It's thrilling to see all of these great trees - so much creative inspiration. 

*Printersdevil*, I used part of _Madame Endora's Fortune Cards_ deck (about $15 from Amazon). I attached each to a small binder clip to which I tied a piece of black ribbon making a hanging loop.

*Stochey*, my man said exactly the same thing.


----------



## MissKitty (Jun 30, 2012)

I bought my black tree from Wal-Mart for $40.00.


----------



## Corpsesnight (Dec 23, 2011)

Just got this huge tree from the in laws


----------



## McBernes (Mar 10, 2015)

I was looking through old threads and found this one. It's so funny, my wife and I were just talking to day about getting a tree for Halloween. It's a great family tradition to start.

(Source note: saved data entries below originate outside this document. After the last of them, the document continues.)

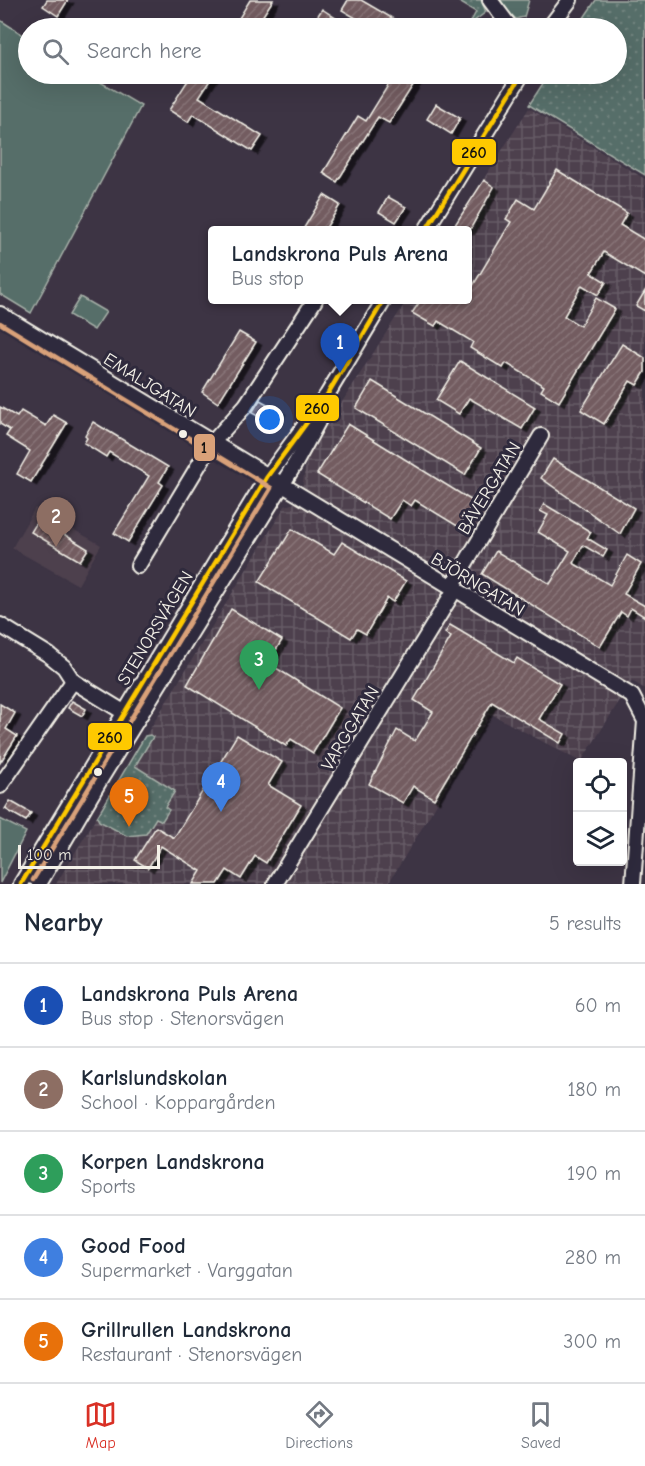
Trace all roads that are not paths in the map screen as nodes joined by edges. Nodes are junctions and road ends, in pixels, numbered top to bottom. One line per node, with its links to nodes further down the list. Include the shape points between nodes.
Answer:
1 (490, 0): 3 (street)
2 (570, 0): 4 (street)
3 (504, 18)
4 (556, 18)
5 (516, 84): 6 (street)
6 (429, 226)
7 (312, 304): 12 (street, via 246,405)
8 (382, 304): 10 (street, STENORSVÄGEN)
9 (0, 314): 12 (street, EMALJGATAN)
10 (327, 395): 13 (street, STENORSVÄGEN); 14 (street, STENORSVÄGEN, via 319,420)
11 (541, 436): 16 (street, BÄVERGATAN, via 456,579)
12 (212, 443): 13 (street, EMALJGATAN); 15 (street)
13 (267, 477): 14 (street, EMALJGATAN); 19 (street, STENORSVÄGEN)
14 (282, 486): 16 (street, BJÖRNGATAN); 20 (street, STENORSVÄGEN)
15 (138, 566)
16 (454, 591): 21 (street, BJÖRNGATAN, via 626,692 638,703); 25 (street, VARGGATAN)
17 (0, 625): 18 (street, via 50,655)
18 (73, 681): 19 (street); 22 (street)
19 (124, 713): 20 (street); 23 (street, STENORSVÄGEN)
20 (137, 720): 24 (street, STENORSVÄGEN)
21 (645, 721): 26 (street)
22 (0, 786)
23 (21, 884)
24 (39, 884)
25 (276, 884)
26 (633, 884)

And what's funny is nearly all of the ornaments we use on our Christmas tree would be at home on our Halloween tree lol.


----------



## CHEFJULI (Jun 3, 2012)

Everyone's tree look fantastic! I like all the different ornaments that everyone has. Traditions.com has a lot of beautiful Halloween Ornaments! I like making some of my ornaments too!


----------



## halloweenman666 (Aug 29, 2007)

Pyewacket, your Halloween tree is simply stunning.... Well done!


----------